• What is needed
Examine each line of the data, and copy the ones containing "roads".

The data Start Marker

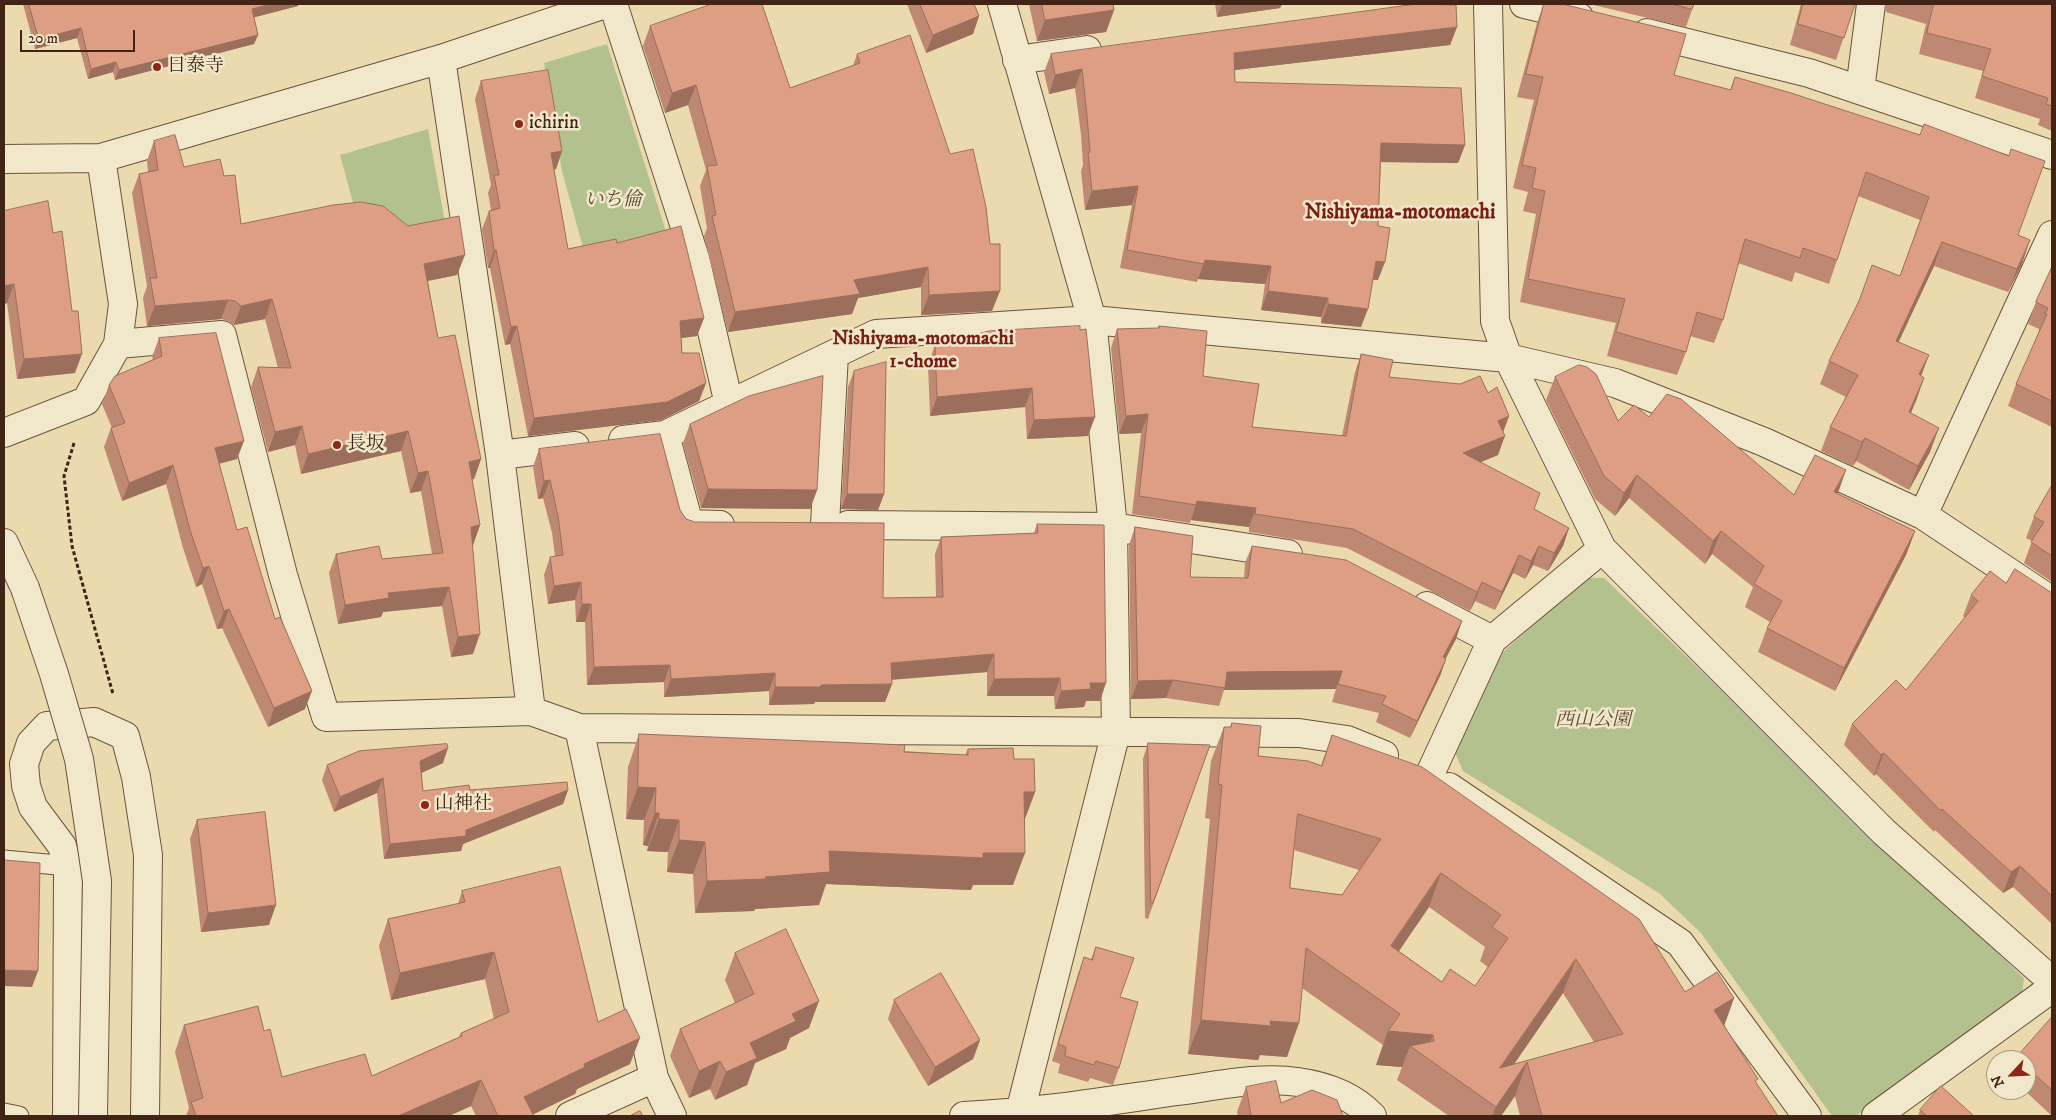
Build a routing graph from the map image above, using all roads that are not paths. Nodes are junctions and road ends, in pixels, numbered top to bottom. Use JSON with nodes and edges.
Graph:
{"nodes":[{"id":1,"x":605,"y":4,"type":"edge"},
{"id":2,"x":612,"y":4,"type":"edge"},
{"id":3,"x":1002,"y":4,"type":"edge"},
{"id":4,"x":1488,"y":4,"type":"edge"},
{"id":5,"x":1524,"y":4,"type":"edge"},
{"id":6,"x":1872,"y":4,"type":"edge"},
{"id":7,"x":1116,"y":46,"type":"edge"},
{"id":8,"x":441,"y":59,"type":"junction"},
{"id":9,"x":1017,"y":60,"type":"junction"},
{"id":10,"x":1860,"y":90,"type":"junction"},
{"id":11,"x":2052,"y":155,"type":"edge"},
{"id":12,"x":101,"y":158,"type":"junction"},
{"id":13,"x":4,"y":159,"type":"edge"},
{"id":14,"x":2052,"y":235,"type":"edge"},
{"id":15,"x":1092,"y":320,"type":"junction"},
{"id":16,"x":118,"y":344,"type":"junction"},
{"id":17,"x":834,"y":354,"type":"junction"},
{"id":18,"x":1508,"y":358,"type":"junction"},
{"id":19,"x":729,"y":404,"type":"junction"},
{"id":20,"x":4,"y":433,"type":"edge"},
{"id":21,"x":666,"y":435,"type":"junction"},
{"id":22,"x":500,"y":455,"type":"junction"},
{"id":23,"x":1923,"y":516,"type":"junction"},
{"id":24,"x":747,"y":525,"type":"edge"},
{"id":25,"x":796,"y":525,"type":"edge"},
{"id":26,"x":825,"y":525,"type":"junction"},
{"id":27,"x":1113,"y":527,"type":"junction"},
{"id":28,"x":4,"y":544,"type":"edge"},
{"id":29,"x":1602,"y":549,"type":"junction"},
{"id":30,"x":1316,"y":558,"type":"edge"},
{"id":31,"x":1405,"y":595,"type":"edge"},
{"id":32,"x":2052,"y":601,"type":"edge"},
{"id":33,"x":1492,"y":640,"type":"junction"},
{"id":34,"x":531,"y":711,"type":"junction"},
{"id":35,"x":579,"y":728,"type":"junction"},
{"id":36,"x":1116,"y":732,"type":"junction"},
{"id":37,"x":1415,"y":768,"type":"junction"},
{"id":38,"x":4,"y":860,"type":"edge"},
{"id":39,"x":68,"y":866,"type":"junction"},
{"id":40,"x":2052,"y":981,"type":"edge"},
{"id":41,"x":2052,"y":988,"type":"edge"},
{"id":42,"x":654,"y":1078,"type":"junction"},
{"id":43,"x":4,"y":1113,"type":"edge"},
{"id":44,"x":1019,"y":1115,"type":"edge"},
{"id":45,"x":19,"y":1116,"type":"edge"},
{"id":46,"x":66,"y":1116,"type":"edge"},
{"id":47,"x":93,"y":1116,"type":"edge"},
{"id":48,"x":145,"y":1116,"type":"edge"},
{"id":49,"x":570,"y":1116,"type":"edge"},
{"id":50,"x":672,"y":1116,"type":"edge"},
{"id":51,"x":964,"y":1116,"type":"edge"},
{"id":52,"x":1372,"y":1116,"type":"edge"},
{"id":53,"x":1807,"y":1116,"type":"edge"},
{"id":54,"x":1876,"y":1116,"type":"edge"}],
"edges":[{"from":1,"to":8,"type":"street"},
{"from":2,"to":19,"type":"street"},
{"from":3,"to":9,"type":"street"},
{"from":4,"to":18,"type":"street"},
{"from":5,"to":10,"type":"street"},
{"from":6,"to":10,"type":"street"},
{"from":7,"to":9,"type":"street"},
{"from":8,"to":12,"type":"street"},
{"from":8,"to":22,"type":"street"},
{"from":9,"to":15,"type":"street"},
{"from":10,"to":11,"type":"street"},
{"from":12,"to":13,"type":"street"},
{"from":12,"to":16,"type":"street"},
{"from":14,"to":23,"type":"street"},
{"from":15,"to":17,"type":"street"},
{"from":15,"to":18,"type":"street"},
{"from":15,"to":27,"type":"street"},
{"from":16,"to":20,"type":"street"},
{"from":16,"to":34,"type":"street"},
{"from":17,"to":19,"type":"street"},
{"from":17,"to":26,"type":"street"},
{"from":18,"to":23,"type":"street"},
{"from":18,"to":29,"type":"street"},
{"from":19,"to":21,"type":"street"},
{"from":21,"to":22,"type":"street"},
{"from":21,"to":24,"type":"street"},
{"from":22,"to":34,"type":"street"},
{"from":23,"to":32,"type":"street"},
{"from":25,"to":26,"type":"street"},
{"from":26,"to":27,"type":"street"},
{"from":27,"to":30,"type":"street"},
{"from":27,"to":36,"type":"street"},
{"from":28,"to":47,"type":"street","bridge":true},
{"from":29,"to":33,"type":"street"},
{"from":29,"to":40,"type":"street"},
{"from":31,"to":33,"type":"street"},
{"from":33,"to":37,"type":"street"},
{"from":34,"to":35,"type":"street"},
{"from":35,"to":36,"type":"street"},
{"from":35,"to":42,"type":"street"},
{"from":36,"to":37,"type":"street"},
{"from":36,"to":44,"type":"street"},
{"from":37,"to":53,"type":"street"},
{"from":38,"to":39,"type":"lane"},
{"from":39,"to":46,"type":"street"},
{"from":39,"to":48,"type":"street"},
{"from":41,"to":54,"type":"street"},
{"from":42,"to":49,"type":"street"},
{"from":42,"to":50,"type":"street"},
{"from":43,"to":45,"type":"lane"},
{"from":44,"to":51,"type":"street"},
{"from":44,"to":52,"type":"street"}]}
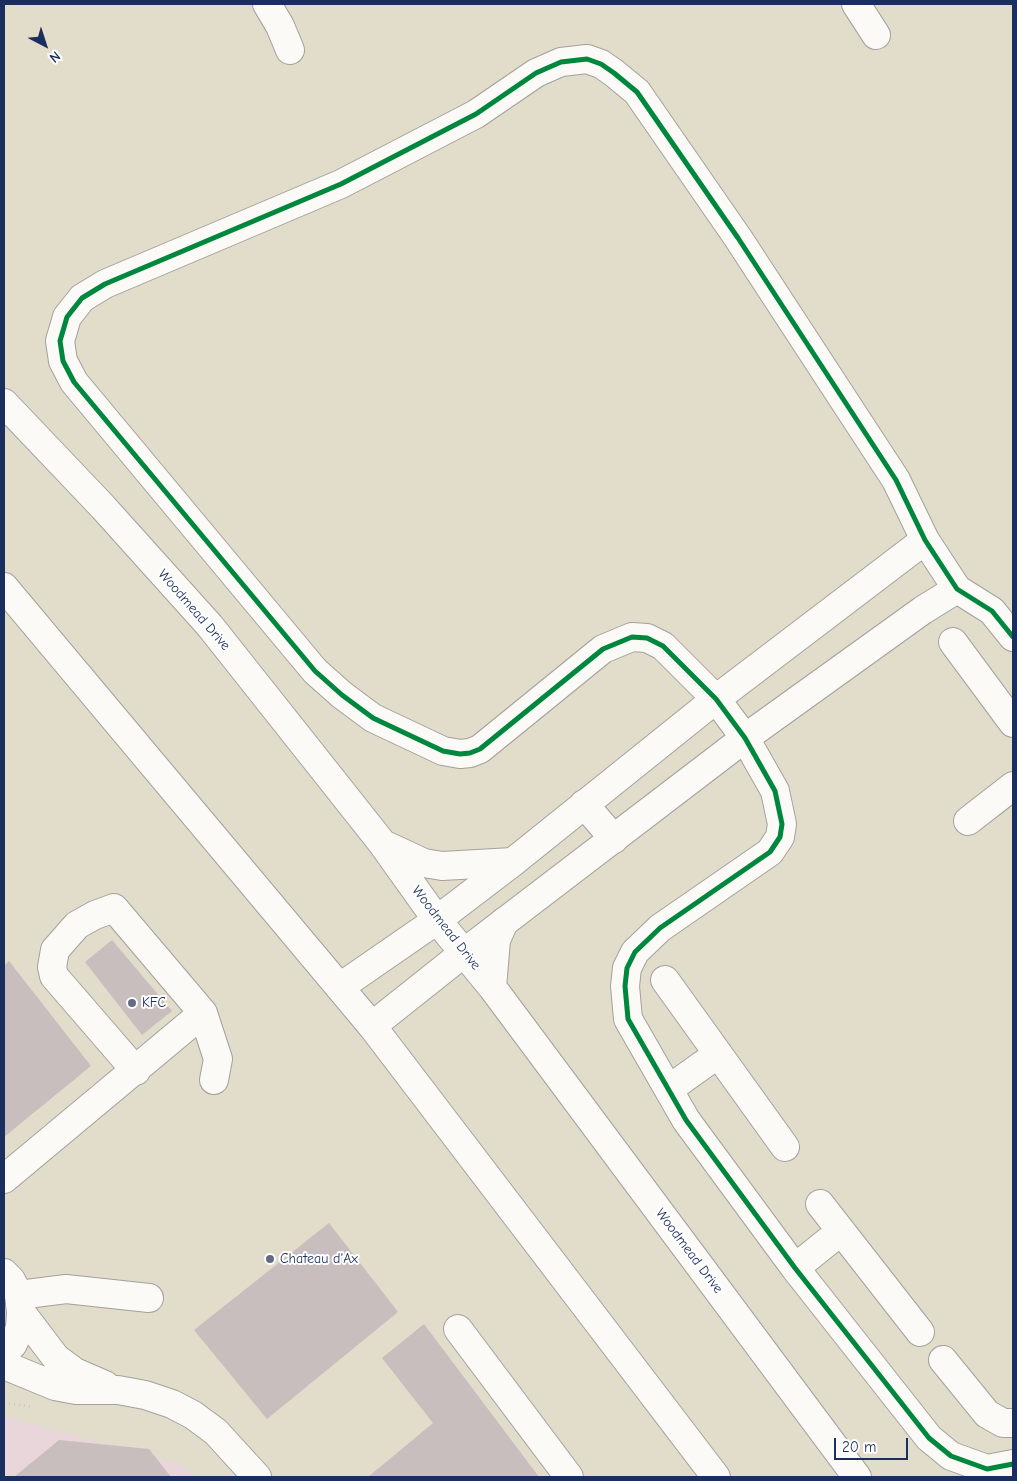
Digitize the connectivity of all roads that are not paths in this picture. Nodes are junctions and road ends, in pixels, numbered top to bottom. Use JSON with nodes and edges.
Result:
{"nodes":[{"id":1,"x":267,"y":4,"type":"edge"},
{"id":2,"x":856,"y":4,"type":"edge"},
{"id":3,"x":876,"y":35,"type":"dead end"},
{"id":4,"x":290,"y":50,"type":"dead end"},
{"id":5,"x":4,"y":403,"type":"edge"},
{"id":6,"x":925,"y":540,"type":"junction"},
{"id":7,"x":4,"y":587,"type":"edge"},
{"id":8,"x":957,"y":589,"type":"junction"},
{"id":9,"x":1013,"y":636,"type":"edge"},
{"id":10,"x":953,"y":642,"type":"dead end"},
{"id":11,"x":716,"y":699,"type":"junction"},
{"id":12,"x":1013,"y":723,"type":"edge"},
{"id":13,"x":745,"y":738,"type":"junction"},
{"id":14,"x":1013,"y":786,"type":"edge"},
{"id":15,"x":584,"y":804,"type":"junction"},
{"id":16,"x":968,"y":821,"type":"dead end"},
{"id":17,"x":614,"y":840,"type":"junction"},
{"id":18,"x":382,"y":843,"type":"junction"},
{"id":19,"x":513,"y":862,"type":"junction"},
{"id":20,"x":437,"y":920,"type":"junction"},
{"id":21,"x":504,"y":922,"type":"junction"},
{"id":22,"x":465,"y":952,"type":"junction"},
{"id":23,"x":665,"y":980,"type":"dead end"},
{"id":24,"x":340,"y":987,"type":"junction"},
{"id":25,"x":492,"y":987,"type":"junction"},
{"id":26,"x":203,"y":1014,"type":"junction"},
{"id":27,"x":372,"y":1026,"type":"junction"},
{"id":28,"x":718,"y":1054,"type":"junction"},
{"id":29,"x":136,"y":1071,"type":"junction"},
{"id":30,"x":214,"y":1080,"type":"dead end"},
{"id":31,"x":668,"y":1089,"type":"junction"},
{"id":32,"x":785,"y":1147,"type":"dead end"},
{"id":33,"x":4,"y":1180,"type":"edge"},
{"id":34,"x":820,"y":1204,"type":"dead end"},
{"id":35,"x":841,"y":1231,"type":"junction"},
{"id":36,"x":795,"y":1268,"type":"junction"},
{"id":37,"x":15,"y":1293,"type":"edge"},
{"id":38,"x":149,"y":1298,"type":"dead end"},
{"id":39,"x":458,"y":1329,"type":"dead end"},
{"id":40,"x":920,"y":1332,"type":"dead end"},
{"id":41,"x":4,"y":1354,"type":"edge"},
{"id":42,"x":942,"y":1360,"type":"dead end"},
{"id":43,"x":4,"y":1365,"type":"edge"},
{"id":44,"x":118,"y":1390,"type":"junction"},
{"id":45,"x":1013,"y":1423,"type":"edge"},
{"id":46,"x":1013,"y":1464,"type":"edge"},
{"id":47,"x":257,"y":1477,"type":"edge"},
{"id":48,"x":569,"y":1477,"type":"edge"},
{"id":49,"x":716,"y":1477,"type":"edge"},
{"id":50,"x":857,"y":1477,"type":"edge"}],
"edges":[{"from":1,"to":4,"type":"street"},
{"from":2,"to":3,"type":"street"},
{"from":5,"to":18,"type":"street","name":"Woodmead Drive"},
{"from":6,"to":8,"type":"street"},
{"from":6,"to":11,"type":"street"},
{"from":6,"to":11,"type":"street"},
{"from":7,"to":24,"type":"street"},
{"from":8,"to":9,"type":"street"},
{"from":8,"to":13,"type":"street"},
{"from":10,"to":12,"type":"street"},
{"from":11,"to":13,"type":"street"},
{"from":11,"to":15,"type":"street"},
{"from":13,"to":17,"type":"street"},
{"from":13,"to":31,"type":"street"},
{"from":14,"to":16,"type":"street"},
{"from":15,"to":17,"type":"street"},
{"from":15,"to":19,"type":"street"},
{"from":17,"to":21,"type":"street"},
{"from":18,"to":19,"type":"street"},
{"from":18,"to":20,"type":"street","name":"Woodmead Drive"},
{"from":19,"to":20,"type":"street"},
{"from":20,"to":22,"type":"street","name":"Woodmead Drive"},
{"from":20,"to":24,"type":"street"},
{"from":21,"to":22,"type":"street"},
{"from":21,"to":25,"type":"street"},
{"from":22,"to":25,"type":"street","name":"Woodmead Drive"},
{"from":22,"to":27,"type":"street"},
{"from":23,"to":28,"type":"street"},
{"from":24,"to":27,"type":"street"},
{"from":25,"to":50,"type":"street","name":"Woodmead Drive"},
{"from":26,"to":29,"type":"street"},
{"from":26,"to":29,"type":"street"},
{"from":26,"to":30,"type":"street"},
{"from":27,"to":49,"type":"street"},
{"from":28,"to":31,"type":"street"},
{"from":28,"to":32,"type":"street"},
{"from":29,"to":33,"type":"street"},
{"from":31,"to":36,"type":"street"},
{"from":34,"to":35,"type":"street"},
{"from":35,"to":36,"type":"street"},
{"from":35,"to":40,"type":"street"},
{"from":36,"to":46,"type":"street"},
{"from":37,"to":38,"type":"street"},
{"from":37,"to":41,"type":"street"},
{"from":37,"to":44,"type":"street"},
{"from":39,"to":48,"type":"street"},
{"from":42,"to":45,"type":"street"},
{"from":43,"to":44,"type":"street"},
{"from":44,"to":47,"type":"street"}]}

The data End Marker

• Task output
Build a routing graph from the map image above, using all roads that are not paths. Nodes are junctions and road ends, in pixels, numbered top to bottom. Use JSON with nodes and edges.
Digitize the connectivity of all roads that are not paths in this picture. Nodes are junctions and road ends, in pixels, numbered top to bottom. Use JSON with nodes and edges.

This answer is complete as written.